*** Opening Data section ***

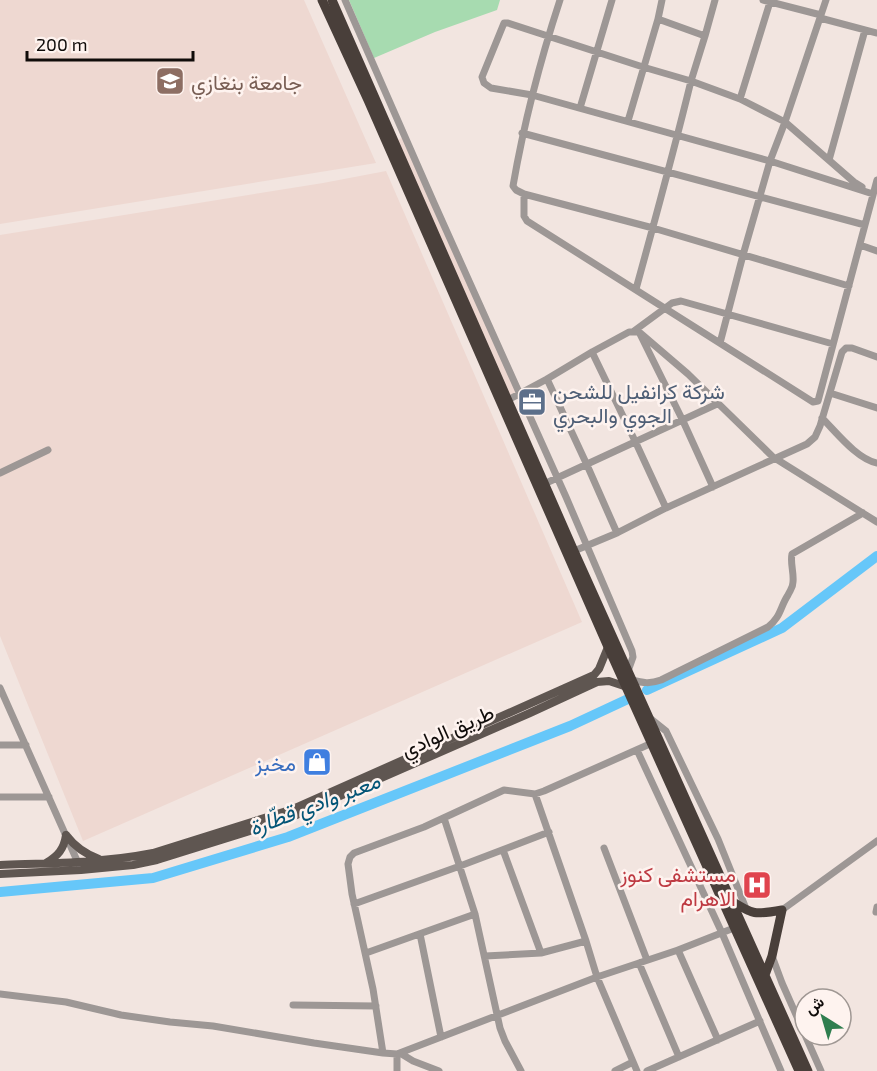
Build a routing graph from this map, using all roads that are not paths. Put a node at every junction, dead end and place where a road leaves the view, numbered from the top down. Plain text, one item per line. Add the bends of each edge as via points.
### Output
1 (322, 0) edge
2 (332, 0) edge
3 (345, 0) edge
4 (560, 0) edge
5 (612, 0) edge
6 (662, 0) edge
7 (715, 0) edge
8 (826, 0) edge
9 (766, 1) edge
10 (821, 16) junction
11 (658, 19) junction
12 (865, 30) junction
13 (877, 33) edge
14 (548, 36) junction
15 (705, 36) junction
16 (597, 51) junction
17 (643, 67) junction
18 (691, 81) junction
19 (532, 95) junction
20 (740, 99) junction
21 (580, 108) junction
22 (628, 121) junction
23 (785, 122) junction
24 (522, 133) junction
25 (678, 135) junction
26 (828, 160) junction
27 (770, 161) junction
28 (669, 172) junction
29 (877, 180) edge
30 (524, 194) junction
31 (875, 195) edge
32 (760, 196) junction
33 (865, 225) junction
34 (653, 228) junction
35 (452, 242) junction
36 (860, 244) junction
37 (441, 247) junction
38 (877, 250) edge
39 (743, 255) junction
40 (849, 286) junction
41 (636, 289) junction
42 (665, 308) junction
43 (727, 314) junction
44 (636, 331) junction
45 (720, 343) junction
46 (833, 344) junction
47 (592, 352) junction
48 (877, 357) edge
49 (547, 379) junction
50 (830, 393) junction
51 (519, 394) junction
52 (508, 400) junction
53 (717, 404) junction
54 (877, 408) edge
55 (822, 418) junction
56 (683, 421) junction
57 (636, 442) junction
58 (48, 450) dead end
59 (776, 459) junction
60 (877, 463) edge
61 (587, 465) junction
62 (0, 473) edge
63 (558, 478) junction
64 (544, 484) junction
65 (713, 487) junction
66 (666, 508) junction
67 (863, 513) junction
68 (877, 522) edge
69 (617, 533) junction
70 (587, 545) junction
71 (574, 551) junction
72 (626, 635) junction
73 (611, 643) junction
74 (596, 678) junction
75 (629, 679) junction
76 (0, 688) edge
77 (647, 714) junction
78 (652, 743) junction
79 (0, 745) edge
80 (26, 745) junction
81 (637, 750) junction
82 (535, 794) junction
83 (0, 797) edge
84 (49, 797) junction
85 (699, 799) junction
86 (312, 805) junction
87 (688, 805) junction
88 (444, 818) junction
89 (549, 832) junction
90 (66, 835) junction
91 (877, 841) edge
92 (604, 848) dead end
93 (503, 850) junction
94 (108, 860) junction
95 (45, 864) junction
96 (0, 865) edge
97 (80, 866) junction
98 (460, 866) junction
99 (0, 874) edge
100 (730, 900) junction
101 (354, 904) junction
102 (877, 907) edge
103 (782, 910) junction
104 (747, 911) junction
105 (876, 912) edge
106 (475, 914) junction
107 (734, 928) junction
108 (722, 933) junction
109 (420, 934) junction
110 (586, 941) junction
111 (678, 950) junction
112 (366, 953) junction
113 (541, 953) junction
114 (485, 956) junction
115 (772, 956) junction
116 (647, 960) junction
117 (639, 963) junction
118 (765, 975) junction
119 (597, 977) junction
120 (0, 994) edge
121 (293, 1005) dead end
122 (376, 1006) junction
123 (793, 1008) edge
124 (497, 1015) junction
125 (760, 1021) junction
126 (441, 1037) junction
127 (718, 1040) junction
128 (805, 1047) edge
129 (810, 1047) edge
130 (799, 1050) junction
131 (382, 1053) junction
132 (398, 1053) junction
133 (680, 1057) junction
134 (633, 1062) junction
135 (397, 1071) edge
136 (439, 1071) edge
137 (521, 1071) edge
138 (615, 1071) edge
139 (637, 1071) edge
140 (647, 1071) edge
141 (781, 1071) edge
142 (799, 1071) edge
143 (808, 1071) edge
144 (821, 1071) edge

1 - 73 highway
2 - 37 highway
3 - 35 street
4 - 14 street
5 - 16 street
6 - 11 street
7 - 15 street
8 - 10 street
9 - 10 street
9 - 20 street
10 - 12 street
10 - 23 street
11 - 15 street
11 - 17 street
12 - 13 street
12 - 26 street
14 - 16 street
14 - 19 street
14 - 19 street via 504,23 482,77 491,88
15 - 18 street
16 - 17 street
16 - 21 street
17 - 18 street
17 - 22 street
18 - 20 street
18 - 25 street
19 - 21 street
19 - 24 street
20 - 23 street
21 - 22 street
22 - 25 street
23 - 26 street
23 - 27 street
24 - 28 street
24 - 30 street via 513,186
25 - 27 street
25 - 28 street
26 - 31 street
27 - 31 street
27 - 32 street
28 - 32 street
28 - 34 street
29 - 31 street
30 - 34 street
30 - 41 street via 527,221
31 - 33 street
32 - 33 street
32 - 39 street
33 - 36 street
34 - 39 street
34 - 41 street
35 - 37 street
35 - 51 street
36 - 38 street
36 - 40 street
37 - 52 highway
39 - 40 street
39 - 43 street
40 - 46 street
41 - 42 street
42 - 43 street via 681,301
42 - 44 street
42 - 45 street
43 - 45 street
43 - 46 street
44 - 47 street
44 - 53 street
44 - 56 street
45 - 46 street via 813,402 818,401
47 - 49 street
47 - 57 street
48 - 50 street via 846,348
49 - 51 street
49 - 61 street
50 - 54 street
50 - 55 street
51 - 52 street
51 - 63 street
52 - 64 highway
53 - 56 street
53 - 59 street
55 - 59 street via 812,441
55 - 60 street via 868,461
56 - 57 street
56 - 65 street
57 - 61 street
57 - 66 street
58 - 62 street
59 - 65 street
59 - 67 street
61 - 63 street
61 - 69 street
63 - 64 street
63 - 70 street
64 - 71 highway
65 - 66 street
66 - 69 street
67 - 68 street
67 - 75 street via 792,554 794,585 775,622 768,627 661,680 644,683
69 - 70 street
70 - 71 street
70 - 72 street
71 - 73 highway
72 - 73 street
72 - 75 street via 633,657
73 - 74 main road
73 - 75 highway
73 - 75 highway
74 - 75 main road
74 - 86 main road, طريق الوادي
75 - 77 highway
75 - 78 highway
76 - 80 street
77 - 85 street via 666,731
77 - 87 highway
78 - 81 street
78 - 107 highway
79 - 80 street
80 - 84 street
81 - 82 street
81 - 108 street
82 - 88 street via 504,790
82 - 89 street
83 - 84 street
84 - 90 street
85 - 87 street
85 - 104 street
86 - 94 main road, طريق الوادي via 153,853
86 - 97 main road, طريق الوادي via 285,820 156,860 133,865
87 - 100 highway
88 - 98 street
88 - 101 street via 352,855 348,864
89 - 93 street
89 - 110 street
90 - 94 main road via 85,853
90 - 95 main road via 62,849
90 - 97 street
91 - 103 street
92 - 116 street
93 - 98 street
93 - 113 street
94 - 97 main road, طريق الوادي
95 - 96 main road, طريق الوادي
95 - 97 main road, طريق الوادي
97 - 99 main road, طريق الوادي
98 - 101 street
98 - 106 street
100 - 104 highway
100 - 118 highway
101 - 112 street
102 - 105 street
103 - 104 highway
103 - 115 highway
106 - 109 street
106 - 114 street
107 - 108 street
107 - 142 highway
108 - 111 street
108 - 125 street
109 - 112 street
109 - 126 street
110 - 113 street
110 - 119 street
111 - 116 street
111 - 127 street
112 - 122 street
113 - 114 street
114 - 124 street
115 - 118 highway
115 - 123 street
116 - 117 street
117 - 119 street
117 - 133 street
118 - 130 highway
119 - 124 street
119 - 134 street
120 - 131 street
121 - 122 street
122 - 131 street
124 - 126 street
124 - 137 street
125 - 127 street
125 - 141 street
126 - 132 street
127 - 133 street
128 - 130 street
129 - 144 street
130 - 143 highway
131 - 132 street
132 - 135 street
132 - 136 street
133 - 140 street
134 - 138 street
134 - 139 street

*** Closing Data section ***

Problem description — Send back every line of the listing exactly. Omit the images.

Task result —
Build a routing graph from this map, using all roads that are not paths. Put a node at every junction, dead end and place where a road leaves the view, numbered from the top down. Plain text, one item per line. Add the bends of each edge as via points.
### Output
1 (322, 0) edge
2 (332, 0) edge
3 (345, 0) edge
4 (560, 0) edge
5 (612, 0) edge
6 (662, 0) edge
7 (715, 0) edge
8 (826, 0) edge
9 (766, 1) edge
10 (821, 16) junction
11 (658, 19) junction
12 (865, 30) junction
13 (877, 33) edge
14 (548, 36) junction
15 (705, 36) junction
16 (597, 51) junction
17 (643, 67) junction
18 (691, 81) junction
19 (532, 95) junction
20 (740, 99) junction
21 (580, 108) junction
22 (628, 121) junction
23 (785, 122) junction
24 (522, 133) junction
25 (678, 135) junction
26 (828, 160) junction
27 (770, 161) junction
28 (669, 172) junction
29 (877, 180) edge
30 (524, 194) junction
31 (875, 195) edge
32 (760, 196) junction
33 (865, 225) junction
34 (653, 228) junction
35 (452, 242) junction
36 (860, 244) junction
37 (441, 247) junction
38 (877, 250) edge
39 (743, 255) junction
40 (849, 286) junction
41 (636, 289) junction
42 (665, 308) junction
43 (727, 314) junction
44 (636, 331) junction
45 (720, 343) junction
46 (833, 344) junction
47 (592, 352) junction
48 (877, 357) edge
49 (547, 379) junction
50 (830, 393) junction
51 (519, 394) junction
52 (508, 400) junction
53 (717, 404) junction
54 (877, 408) edge
55 (822, 418) junction
56 (683, 421) junction
57 (636, 442) junction
58 (48, 450) dead end
59 (776, 459) junction
60 (877, 463) edge
61 (587, 465) junction
62 (0, 473) edge
63 (558, 478) junction
64 (544, 484) junction
65 (713, 487) junction
66 (666, 508) junction
67 (863, 513) junction
68 (877, 522) edge
69 (617, 533) junction
70 (587, 545) junction
71 (574, 551) junction
72 (626, 635) junction
73 (611, 643) junction
74 (596, 678) junction
75 (629, 679) junction
76 (0, 688) edge
77 (647, 714) junction
78 (652, 743) junction
79 (0, 745) edge
80 (26, 745) junction
81 (637, 750) junction
82 (535, 794) junction
83 (0, 797) edge
84 (49, 797) junction
85 (699, 799) junction
86 (312, 805) junction
87 (688, 805) junction
88 (444, 818) junction
89 (549, 832) junction
90 (66, 835) junction
91 (877, 841) edge
92 (604, 848) dead end
93 (503, 850) junction
94 (108, 860) junction
95 (45, 864) junction
96 (0, 865) edge
97 (80, 866) junction
98 (460, 866) junction
99 (0, 874) edge
100 (730, 900) junction
101 (354, 904) junction
102 (877, 907) edge
103 (782, 910) junction
104 (747, 911) junction
105 (876, 912) edge
106 (475, 914) junction
107 (734, 928) junction
108 (722, 933) junction
109 (420, 934) junction
110 (586, 941) junction
111 (678, 950) junction
112 (366, 953) junction
113 (541, 953) junction
114 (485, 956) junction
115 (772, 956) junction
116 (647, 960) junction
117 (639, 963) junction
118 (765, 975) junction
119 (597, 977) junction
120 (0, 994) edge
121 (293, 1005) dead end
122 (376, 1006) junction
123 (793, 1008) edge
124 (497, 1015) junction
125 (760, 1021) junction
126 (441, 1037) junction
127 (718, 1040) junction
128 (805, 1047) edge
129 (810, 1047) edge
130 (799, 1050) junction
131 (382, 1053) junction
132 (398, 1053) junction
133 (680, 1057) junction
134 (633, 1062) junction
135 (397, 1071) edge
136 (439, 1071) edge
137 (521, 1071) edge
138 (615, 1071) edge
139 (637, 1071) edge
140 (647, 1071) edge
141 (781, 1071) edge
142 (799, 1071) edge
143 (808, 1071) edge
144 (821, 1071) edge

1 - 73 highway
2 - 37 highway
3 - 35 street
4 - 14 street
5 - 16 street
6 - 11 street
7 - 15 street
8 - 10 street
9 - 10 street
9 - 20 street
10 - 12 street
10 - 23 street
11 - 15 street
11 - 17 street
12 - 13 street
12 - 26 street
14 - 16 street
14 - 19 street
14 - 19 street via 504,23 482,77 491,88
15 - 18 street
16 - 17 street
16 - 21 street
17 - 18 street
17 - 22 street
18 - 20 street
18 - 25 street
19 - 21 street
19 - 24 street
20 - 23 street
21 - 22 street
22 - 25 street
23 - 26 street
23 - 27 street
24 - 28 street
24 - 30 street via 513,186
25 - 27 street
25 - 28 street
26 - 31 street
27 - 31 street
27 - 32 street
28 - 32 street
28 - 34 street
29 - 31 street
30 - 34 street
30 - 41 street via 527,221
31 - 33 street
32 - 33 street
32 - 39 street
33 - 36 street
34 - 39 street
34 - 41 street
35 - 37 street
35 - 51 street
36 - 38 street
36 - 40 street
37 - 52 highway
39 - 40 street
39 - 43 street
40 - 46 street
41 - 42 street
42 - 43 street via 681,301
42 - 44 street
42 - 45 street
43 - 45 street
43 - 46 street
44 - 47 street
44 - 53 street
44 - 56 street
45 - 46 street via 813,402 818,401
47 - 49 street
47 - 57 street
48 - 50 street via 846,348
49 - 51 street
49 - 61 street
50 - 54 street
50 - 55 street
51 - 52 street
51 - 63 street
52 - 64 highway
53 - 56 street
53 - 59 street
55 - 59 street via 812,441
55 - 60 street via 868,461
56 - 57 street
56 - 65 street
57 - 61 street
57 - 66 street
58 - 62 street
59 - 65 street
59 - 67 street
61 - 63 street
61 - 69 street
63 - 64 street
63 - 70 street
64 - 71 highway
65 - 66 street
66 - 69 street
67 - 68 street
67 - 75 street via 792,554 794,585 775,622 768,627 661,680 644,683
69 - 70 street
70 - 71 street
70 - 72 street
71 - 73 highway
72 - 73 street
72 - 75 street via 633,657
73 - 74 main road
73 - 75 highway
73 - 75 highway
74 - 75 main road
74 - 86 main road, طريق الوادي
75 - 77 highway
75 - 78 highway
76 - 80 street
77 - 85 street via 666,731
77 - 87 highway
78 - 81 street
78 - 107 highway
79 - 80 street
80 - 84 street
81 - 82 street
81 - 108 street
82 - 88 street via 504,790
82 - 89 street
83 - 84 street
84 - 90 street
85 - 87 street
85 - 104 street
86 - 94 main road, طريق الوادي via 153,853
86 - 97 main road, طريق الوادي via 285,820 156,860 133,865
87 - 100 highway
88 - 98 street
88 - 101 street via 352,855 348,864
89 - 93 street
89 - 110 street
90 - 94 main road via 85,853
90 - 95 main road via 62,849
90 - 97 street
91 - 103 street
92 - 116 street
93 - 98 street
93 - 113 street
94 - 97 main road, طريق الوادي
95 - 96 main road, طريق الوادي
95 - 97 main road, طريق الوادي
97 - 99 main road, طريق الوادي
98 - 101 street
98 - 106 street
100 - 104 highway
100 - 118 highway
101 - 112 street
102 - 105 street
103 - 104 highway
103 - 115 highway
106 - 109 street
106 - 114 street
107 - 108 street
107 - 142 highway
108 - 111 street
108 - 125 street
109 - 112 street
109 - 126 street
110 - 113 street
110 - 119 street
111 - 116 street
111 - 127 street
112 - 122 street
113 - 114 street
114 - 124 street
115 - 118 highway
115 - 123 street
116 - 117 street
117 - 119 street
117 - 133 street
118 - 130 highway
119 - 124 street
119 - 134 street
120 - 131 street
121 - 122 street
122 - 131 street
124 - 126 street
124 - 137 street
125 - 127 street
125 - 141 street
126 - 132 street
127 - 133 street
128 - 130 street
129 - 144 street
130 - 143 highway
131 - 132 street
132 - 135 street
132 - 136 street
133 - 140 street
134 - 138 street
134 - 139 street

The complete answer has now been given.